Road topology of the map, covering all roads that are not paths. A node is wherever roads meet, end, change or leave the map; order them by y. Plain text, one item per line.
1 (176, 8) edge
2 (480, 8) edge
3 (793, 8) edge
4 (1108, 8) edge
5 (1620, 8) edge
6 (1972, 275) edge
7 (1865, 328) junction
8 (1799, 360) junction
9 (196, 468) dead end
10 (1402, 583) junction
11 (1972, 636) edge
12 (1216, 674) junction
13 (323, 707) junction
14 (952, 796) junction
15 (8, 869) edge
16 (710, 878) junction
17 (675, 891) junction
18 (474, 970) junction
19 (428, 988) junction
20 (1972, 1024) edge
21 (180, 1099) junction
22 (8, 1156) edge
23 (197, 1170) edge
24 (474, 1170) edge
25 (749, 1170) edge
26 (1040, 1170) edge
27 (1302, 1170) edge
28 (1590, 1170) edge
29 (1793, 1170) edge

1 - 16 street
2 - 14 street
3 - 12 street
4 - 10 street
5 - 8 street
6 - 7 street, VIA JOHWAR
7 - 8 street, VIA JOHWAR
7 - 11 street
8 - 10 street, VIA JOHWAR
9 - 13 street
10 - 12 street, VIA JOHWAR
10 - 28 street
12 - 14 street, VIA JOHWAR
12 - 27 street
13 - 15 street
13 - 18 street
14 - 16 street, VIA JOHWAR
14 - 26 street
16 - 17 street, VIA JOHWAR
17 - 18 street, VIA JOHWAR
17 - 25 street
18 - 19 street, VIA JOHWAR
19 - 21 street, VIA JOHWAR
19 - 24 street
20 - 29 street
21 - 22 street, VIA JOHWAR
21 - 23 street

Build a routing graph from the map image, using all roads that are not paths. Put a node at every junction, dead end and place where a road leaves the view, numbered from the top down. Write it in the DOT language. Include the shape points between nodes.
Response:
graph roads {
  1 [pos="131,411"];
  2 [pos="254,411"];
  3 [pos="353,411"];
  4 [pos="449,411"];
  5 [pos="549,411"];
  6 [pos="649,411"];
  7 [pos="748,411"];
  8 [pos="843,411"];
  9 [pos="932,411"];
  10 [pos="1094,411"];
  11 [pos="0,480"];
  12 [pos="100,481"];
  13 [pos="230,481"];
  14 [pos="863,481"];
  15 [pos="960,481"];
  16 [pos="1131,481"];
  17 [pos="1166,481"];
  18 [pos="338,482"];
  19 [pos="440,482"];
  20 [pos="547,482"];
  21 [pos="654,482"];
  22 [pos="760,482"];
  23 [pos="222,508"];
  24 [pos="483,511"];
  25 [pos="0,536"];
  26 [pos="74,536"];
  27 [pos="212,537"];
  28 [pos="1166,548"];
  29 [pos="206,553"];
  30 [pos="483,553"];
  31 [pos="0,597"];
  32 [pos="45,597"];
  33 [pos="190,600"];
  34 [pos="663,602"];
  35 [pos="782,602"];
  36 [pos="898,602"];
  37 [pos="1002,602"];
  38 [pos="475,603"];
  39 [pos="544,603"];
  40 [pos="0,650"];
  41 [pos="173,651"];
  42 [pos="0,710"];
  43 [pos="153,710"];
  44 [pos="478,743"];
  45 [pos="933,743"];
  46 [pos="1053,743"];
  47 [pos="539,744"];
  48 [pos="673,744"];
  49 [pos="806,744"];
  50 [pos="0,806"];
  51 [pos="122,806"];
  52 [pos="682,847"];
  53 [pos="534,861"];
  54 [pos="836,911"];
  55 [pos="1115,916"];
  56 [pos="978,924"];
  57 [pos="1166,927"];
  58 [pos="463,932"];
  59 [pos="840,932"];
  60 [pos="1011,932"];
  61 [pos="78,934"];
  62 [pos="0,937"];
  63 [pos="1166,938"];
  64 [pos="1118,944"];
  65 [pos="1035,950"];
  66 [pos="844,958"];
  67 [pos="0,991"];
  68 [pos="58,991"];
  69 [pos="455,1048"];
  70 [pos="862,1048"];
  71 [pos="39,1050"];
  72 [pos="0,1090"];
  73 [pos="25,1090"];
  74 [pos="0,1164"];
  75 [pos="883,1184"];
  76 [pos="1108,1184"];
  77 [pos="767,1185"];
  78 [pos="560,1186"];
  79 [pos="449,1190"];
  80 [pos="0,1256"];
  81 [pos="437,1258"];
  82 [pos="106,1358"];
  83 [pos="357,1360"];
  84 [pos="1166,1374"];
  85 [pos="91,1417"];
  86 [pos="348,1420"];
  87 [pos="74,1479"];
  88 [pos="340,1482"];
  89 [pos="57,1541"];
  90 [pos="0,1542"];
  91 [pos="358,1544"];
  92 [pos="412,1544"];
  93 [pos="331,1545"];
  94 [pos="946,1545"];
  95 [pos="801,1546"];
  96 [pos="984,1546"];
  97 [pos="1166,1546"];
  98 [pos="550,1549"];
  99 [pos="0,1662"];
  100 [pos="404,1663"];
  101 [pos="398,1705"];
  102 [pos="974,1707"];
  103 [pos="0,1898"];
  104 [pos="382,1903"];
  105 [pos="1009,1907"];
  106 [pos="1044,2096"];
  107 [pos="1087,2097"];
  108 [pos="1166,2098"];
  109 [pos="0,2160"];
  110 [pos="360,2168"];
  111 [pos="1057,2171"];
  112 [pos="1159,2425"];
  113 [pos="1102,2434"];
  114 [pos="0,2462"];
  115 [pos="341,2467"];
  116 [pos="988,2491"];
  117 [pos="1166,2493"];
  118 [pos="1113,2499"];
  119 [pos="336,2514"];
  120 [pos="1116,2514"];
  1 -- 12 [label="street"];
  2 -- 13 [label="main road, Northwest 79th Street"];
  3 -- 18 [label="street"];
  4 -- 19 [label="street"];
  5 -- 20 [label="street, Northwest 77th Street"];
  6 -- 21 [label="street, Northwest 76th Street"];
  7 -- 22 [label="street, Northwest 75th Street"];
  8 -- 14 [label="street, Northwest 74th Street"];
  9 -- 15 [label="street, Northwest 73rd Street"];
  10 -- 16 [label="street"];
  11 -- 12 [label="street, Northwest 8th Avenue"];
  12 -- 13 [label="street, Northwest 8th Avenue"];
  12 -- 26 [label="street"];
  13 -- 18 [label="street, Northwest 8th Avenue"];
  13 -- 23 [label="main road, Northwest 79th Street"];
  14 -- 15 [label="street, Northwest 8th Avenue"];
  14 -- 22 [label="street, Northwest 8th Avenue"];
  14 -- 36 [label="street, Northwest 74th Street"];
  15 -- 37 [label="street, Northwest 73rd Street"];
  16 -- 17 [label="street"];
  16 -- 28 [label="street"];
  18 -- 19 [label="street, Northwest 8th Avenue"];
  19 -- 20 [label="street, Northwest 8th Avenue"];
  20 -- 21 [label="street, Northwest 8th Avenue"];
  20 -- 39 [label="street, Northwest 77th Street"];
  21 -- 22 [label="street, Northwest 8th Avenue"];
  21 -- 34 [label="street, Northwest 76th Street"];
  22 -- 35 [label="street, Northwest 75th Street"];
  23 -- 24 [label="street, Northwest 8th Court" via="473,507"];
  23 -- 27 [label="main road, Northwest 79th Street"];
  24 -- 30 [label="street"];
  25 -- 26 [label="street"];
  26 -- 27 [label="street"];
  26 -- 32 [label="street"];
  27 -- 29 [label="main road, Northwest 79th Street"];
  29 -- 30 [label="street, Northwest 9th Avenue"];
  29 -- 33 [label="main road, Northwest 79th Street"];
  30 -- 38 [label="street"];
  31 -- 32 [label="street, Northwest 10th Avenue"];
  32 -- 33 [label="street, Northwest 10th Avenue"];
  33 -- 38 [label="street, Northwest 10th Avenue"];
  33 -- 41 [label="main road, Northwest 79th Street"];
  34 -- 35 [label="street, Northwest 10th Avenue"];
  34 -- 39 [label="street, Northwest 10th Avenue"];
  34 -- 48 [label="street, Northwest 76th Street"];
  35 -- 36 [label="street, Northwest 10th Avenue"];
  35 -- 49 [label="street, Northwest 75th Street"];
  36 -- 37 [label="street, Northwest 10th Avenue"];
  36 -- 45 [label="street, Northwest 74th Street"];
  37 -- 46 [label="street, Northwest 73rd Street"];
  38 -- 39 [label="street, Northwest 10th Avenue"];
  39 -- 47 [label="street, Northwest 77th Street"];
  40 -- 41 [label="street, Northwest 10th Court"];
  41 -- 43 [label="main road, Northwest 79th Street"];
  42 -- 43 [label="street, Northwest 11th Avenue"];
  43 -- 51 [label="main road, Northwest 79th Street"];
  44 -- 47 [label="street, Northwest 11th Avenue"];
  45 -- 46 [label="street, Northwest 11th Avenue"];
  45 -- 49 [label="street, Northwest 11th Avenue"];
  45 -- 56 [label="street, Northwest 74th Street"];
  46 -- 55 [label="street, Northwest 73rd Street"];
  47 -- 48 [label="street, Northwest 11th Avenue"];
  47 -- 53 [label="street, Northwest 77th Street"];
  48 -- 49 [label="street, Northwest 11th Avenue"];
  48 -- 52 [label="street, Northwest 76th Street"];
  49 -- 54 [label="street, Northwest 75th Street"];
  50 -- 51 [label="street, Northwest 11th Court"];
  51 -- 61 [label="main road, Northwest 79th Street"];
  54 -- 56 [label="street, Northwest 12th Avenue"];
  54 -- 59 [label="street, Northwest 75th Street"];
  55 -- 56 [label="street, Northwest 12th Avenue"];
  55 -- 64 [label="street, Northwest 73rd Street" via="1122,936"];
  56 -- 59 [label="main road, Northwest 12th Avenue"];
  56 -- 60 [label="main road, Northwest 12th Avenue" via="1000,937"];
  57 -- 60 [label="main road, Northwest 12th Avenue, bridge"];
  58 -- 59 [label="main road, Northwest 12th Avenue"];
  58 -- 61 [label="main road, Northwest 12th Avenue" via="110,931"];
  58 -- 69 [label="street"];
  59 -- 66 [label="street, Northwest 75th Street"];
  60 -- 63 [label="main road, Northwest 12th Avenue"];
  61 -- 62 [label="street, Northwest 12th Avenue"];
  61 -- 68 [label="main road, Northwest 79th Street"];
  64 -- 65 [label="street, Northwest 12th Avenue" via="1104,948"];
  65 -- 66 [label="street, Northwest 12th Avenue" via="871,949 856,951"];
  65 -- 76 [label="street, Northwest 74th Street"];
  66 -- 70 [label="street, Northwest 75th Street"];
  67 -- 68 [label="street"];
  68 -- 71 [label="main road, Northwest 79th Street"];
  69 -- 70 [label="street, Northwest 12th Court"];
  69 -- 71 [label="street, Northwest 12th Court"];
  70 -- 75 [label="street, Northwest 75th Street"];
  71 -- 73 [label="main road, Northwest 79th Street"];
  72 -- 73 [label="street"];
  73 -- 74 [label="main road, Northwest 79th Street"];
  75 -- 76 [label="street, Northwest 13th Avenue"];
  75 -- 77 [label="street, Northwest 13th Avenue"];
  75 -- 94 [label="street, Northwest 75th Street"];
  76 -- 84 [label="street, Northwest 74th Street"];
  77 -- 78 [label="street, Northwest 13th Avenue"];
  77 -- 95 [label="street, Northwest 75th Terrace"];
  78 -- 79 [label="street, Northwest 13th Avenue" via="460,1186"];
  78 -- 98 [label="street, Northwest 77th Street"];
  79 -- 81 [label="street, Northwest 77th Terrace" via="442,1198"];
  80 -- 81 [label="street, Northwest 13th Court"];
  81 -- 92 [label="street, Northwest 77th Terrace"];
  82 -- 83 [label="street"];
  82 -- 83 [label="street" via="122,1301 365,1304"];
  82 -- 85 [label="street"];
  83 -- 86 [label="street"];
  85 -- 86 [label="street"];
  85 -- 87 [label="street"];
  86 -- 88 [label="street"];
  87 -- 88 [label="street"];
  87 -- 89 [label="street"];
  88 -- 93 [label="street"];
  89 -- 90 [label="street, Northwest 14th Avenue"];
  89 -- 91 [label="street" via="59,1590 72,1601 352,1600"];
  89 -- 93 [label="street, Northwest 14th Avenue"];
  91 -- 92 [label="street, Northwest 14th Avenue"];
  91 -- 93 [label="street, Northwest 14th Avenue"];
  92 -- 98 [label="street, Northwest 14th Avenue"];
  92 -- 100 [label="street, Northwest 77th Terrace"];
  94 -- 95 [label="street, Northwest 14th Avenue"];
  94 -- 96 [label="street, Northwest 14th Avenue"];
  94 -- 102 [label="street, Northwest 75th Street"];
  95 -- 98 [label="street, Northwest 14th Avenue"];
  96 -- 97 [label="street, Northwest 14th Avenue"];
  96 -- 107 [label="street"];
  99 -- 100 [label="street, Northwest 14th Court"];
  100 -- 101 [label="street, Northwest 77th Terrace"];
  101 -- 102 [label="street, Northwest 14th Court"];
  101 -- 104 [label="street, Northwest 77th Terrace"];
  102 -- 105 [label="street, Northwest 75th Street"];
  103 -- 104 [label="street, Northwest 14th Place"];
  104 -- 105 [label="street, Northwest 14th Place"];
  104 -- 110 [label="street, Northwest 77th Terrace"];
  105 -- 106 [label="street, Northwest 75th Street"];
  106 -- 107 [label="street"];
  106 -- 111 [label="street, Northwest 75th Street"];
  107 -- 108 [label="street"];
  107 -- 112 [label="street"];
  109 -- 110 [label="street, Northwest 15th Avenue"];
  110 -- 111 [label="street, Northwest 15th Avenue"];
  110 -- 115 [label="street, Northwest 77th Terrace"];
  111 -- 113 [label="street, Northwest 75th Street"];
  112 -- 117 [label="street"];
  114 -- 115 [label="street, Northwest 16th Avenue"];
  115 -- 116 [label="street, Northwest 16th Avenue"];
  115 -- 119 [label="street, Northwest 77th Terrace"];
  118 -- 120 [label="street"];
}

━━━━━━

TASK TO CARRY OUT – Your reply should hold only the lines from the first line of the records through the one with "Build a routing", reproduced word for word.

RESULT BELOW –
Road topology of the map, covering all roads that are not paths. A node is wherever roads meet, end, change or leave the map; order them by y. Plain text, one item per line.
1 (176, 8) edge
2 (480, 8) edge
3 (793, 8) edge
4 (1108, 8) edge
5 (1620, 8) edge
6 (1972, 275) edge
7 (1865, 328) junction
8 (1799, 360) junction
9 (196, 468) dead end
10 (1402, 583) junction
11 (1972, 636) edge
12 (1216, 674) junction
13 (323, 707) junction
14 (952, 796) junction
15 (8, 869) edge
16 (710, 878) junction
17 (675, 891) junction
18 (474, 970) junction
19 (428, 988) junction
20 (1972, 1024) edge
21 (180, 1099) junction
22 (8, 1156) edge
23 (197, 1170) edge
24 (474, 1170) edge
25 (749, 1170) edge
26 (1040, 1170) edge
27 (1302, 1170) edge
28 (1590, 1170) edge
29 (1793, 1170) edge

1 - 16 street
2 - 14 street
3 - 12 street
4 - 10 street
5 - 8 street
6 - 7 street, VIA JOHWAR
7 - 8 street, VIA JOHWAR
7 - 11 street
8 - 10 street, VIA JOHWAR
9 - 13 street
10 - 12 street, VIA JOHWAR
10 - 28 street
12 - 14 street, VIA JOHWAR
12 - 27 street
13 - 15 street
13 - 18 street
14 - 16 street, VIA JOHWAR
14 - 26 street
16 - 17 street, VIA JOHWAR
17 - 18 street, VIA JOHWAR
17 - 25 street
18 - 19 street, VIA JOHWAR
19 - 21 street, VIA JOHWAR
19 - 24 street
20 - 29 street
21 - 22 street, VIA JOHWAR
21 - 23 street

Build a routing graph from the map image, using all roads that are not paths. Put a node at every junction, dead end and place where a road leaves the view, numbered from the top down. Write it in the DOT language. Include the shape points between nodes.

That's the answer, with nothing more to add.